Я понял, что эти конверты были отданы феей горничной матушки, которая и придумала способ переслать их нам курьезным образом, дабы я мог догадаться, от кого они идут. Эта горничная хорошо знала, что конверты попадутся прежде всего в руки мне, а не брату. Выходило: обеим сестрам по серьгам.

Очевидным сделалось для меня, что фея совершила ребяческую шалость, но не менее того было ясно, что у нее не запало в сердце никакого серьезного чувства ни к брату, ни ко мне, а между тем брат мечтал, что она будет ждать окончания его курса, по крайней мере был с ее стороны намек на это. Понятно, что рассказанный факт сильно поспособствовал скорейшему моему исцелению.

Передавая конверт брату с уверенностью, что этот факт подействует на него благотворно, я, конечно, ни слова не сказал ему о полученном тоже мною конверте. Нельзя было и помыслить внезапно разбить его мечты, разбить его идеал. Это было бы и жестоко, и опасно. Только года через четыре, когда он сделался совершенно равнодушен к воспоминаниям о фее, я поведал ему, что я одновременно получил тоже посланьице от нос, которое и сохранил у себя.

Теперь о дальнейшей судьбе феи.

Спустя год или несколько более после нашей встречи фея вышла замуж за молодого с хорошим состоянием помещика Симбирской губернии г. Б. Затем мы узнали, что года через два или три она рассталась с мужем и проживает в Симбирске.
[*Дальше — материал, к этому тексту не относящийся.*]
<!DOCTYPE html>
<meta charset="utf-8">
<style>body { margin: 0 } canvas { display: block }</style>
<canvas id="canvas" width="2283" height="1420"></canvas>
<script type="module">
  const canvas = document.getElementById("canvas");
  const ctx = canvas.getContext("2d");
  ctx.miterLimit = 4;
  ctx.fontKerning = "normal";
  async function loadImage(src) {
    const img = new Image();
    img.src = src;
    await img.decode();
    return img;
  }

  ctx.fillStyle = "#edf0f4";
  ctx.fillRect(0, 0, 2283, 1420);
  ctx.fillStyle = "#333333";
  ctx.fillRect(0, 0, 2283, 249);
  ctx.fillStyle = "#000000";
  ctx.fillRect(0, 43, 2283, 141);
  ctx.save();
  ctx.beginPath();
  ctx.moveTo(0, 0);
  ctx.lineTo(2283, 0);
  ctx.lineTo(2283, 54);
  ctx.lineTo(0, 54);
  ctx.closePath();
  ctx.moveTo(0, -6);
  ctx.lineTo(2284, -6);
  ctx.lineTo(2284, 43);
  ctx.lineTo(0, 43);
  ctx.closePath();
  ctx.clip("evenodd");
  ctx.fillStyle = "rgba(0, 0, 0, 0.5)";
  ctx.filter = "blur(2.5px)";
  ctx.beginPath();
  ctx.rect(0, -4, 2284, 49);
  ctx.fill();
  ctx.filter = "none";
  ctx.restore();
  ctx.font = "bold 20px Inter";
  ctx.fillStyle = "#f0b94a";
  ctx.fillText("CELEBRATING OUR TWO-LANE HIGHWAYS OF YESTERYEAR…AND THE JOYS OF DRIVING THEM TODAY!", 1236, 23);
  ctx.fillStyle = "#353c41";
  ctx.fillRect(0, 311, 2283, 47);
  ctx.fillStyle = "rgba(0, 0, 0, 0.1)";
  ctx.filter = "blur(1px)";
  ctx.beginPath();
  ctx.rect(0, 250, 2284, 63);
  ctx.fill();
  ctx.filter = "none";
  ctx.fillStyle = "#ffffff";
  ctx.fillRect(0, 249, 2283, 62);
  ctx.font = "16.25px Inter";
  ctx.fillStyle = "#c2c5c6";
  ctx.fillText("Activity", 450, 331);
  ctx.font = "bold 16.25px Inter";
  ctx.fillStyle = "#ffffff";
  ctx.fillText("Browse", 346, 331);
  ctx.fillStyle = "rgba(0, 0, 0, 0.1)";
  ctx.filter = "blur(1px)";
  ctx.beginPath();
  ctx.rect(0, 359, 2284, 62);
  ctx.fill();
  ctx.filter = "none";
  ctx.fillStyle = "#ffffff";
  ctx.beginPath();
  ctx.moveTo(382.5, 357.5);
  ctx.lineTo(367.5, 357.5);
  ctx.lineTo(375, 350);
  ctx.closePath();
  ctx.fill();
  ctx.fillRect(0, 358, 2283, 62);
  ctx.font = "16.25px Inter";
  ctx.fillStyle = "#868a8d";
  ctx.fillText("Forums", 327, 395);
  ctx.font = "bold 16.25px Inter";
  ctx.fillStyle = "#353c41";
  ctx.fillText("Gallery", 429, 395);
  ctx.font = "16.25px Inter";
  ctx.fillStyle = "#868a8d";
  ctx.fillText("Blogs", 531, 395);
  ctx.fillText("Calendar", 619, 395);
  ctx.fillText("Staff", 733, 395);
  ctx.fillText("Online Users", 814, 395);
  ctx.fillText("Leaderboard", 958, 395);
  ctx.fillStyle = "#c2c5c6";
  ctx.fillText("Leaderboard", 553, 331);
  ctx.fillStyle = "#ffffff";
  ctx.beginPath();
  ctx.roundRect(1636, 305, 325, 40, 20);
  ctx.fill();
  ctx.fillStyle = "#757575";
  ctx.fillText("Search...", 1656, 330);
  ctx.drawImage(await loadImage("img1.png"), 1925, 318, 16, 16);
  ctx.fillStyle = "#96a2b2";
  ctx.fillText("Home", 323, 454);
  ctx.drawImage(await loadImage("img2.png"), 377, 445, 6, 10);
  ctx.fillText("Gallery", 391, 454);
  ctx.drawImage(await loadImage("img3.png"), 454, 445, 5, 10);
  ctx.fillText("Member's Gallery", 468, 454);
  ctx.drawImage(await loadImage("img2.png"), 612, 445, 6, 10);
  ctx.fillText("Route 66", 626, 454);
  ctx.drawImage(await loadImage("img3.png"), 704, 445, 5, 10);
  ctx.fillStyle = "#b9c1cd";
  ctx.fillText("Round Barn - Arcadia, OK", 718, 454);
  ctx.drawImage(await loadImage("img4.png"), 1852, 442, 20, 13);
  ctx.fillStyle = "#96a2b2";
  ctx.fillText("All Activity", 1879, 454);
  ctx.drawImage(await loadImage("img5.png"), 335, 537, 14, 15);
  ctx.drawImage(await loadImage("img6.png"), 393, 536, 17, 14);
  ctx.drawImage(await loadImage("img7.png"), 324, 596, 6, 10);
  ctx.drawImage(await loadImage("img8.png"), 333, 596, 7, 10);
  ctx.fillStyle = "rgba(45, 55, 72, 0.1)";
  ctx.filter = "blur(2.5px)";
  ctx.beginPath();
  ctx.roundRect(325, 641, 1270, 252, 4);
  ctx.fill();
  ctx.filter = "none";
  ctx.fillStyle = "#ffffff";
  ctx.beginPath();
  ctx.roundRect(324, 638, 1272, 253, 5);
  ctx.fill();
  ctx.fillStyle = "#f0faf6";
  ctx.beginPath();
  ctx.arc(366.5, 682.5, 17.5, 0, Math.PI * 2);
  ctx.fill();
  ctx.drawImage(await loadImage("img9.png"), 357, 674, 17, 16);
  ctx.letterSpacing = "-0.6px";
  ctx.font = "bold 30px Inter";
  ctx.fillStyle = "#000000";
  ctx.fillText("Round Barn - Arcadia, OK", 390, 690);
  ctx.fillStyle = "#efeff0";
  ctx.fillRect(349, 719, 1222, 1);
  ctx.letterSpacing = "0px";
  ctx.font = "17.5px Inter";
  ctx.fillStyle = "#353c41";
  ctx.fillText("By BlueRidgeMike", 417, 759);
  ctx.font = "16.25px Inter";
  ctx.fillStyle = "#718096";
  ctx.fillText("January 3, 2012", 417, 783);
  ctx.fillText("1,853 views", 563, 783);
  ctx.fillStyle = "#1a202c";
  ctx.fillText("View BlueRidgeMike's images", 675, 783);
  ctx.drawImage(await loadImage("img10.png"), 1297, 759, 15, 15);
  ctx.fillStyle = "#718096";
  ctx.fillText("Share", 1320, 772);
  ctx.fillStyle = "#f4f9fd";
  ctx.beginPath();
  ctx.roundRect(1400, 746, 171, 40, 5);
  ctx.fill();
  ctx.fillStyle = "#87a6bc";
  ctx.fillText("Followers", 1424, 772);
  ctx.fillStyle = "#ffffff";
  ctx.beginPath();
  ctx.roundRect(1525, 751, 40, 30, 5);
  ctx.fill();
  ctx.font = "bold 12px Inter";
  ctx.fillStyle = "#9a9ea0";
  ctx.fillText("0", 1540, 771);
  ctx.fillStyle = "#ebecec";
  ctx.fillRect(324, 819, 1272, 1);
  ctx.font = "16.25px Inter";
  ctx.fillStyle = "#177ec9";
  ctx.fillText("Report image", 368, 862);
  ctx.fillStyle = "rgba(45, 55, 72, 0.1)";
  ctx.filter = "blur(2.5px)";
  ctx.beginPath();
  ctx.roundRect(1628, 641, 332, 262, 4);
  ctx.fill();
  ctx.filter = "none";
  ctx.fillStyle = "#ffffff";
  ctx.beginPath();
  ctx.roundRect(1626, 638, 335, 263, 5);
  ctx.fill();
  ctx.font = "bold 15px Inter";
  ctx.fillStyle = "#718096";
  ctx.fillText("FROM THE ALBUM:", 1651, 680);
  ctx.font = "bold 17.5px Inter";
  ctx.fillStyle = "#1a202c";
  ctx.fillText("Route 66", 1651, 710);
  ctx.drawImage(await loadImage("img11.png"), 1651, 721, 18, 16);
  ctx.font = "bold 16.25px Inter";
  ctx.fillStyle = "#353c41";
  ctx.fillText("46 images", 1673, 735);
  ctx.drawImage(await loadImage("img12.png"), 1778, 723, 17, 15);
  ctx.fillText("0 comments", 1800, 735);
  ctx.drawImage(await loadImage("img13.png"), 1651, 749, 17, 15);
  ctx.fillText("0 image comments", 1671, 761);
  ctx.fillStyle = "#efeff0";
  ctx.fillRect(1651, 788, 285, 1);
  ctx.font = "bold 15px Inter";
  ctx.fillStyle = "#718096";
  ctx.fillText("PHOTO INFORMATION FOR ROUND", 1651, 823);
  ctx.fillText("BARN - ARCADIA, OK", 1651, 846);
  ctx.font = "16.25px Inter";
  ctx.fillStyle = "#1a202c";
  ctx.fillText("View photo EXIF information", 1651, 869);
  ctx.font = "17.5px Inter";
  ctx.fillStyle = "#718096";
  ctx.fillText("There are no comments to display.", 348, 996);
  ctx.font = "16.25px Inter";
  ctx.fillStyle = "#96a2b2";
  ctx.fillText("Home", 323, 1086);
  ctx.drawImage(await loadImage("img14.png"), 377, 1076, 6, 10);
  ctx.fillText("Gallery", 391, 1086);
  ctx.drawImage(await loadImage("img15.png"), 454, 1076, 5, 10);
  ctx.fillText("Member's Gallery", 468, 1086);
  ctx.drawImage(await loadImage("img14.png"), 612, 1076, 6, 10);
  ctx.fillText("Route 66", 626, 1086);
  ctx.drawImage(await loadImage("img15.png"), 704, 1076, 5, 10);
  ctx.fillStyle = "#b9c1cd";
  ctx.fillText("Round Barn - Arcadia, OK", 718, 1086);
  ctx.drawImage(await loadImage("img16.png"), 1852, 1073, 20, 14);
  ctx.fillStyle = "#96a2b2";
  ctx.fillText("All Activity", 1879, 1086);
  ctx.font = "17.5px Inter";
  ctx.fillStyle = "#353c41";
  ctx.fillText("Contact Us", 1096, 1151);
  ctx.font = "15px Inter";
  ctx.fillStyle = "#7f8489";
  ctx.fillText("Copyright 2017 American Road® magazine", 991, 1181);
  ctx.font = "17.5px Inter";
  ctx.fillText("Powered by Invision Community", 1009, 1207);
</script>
В 1860 году, то есть через восемнадцать лет, я ехал на пароходе по Волге и на пространстве между Казанью и Симбирском встретил на пароходе бывшего моего товарища Бутлерова, который был в то время профессором химии в Казанском университете. С ним ехал один его знакомый, помещик Симбирской губернии. Так как Бутлеров был тоже помещик Симбирской губернии, то я полюбопытствовал спросить его, не знаком ли он с г-жою Б., проживающею в Симбирске.

— А разве вы знаете ее? — спросил Бутлеров.

— Я встретил ее однажды, лет восемнадцать тому назад, когда она была молоденькой девушкой.

— А вы не знаете настоящего ее положения?

— Я знаю только, что она рассталась с мужем.

— И больше ничего?

— Ничего!

— Но вот мой знакомый, который как житель Симбирска расскажет вам о госпоже Б.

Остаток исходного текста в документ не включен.